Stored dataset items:
+---+
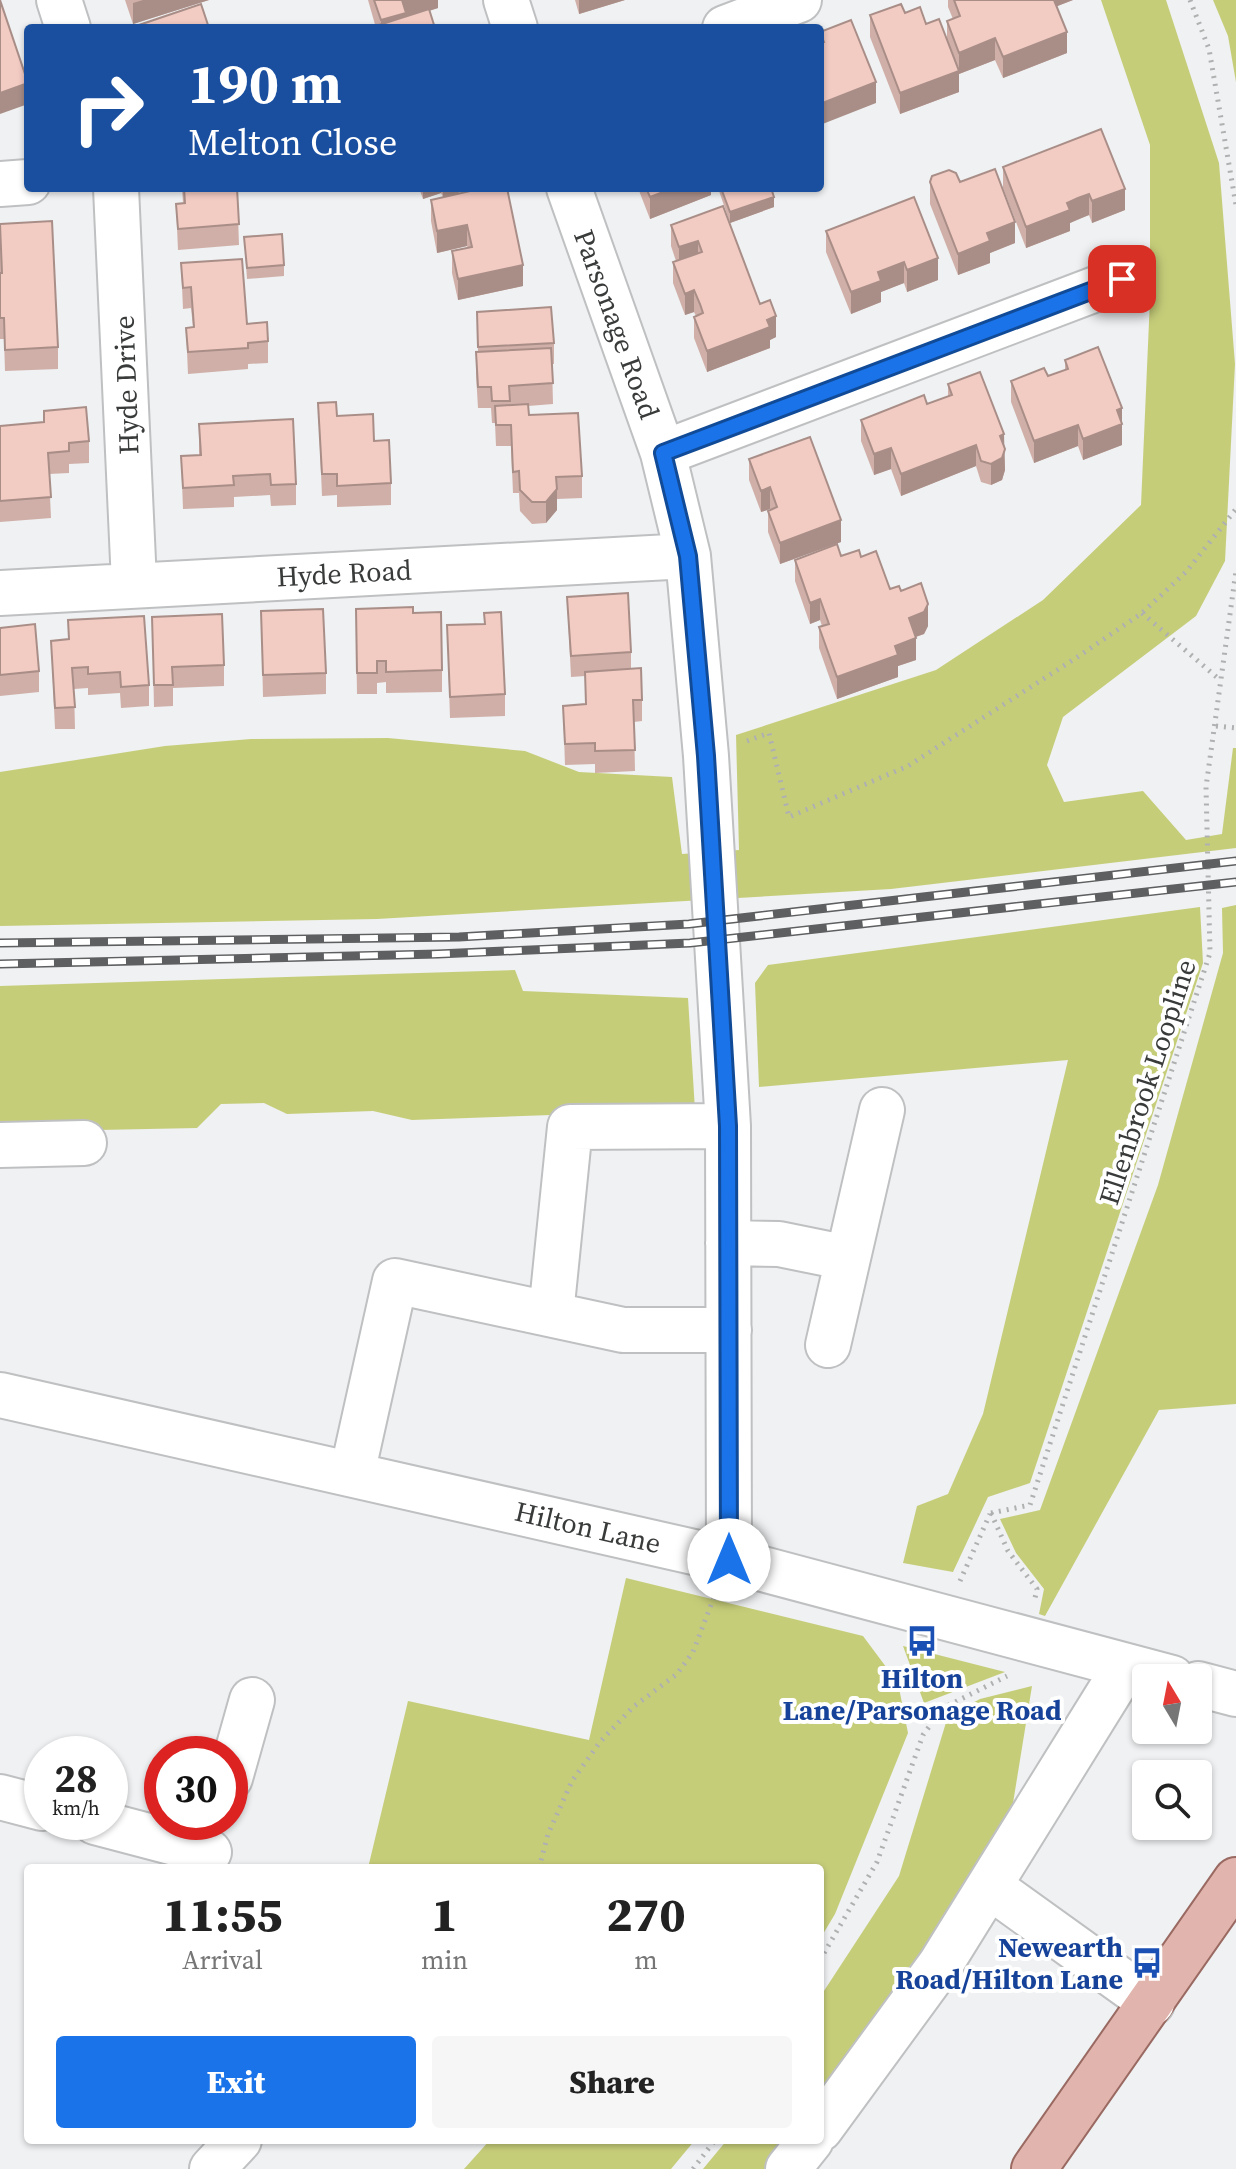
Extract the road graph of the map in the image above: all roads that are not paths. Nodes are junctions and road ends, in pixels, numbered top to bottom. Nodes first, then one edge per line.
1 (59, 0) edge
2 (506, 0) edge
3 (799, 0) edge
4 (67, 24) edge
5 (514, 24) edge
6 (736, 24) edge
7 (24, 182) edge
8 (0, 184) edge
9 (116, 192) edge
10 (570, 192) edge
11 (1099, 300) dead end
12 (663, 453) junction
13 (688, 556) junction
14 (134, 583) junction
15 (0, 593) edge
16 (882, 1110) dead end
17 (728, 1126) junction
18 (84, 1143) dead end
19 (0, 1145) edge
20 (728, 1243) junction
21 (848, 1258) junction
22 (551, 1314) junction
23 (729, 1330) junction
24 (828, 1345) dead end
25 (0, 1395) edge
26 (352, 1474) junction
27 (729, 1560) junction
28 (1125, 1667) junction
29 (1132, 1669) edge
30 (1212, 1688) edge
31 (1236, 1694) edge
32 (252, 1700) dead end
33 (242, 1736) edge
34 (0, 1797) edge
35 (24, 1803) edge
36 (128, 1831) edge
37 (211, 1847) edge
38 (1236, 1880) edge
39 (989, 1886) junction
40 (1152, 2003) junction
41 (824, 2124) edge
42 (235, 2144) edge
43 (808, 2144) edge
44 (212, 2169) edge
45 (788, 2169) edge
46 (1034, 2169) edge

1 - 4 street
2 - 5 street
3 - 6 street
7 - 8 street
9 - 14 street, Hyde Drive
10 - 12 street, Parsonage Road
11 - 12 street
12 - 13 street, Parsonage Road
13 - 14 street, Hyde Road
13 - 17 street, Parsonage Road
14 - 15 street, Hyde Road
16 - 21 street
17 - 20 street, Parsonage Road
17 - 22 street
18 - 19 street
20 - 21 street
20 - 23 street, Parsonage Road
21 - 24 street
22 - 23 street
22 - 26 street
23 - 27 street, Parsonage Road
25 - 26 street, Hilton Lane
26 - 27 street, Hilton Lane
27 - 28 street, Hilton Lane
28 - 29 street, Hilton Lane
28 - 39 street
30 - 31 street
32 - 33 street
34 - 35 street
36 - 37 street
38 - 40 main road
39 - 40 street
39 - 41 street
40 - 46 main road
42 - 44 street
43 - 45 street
+---+
• **Brief**:
Search the entries above for the word "dead" and copy each line where it appears.

• **Task answer**:
11 (1099, 300) dead end
16 (882, 1110) dead end
18 (84, 1143) dead end
24 (828, 1345) dead end
32 (252, 1700) dead end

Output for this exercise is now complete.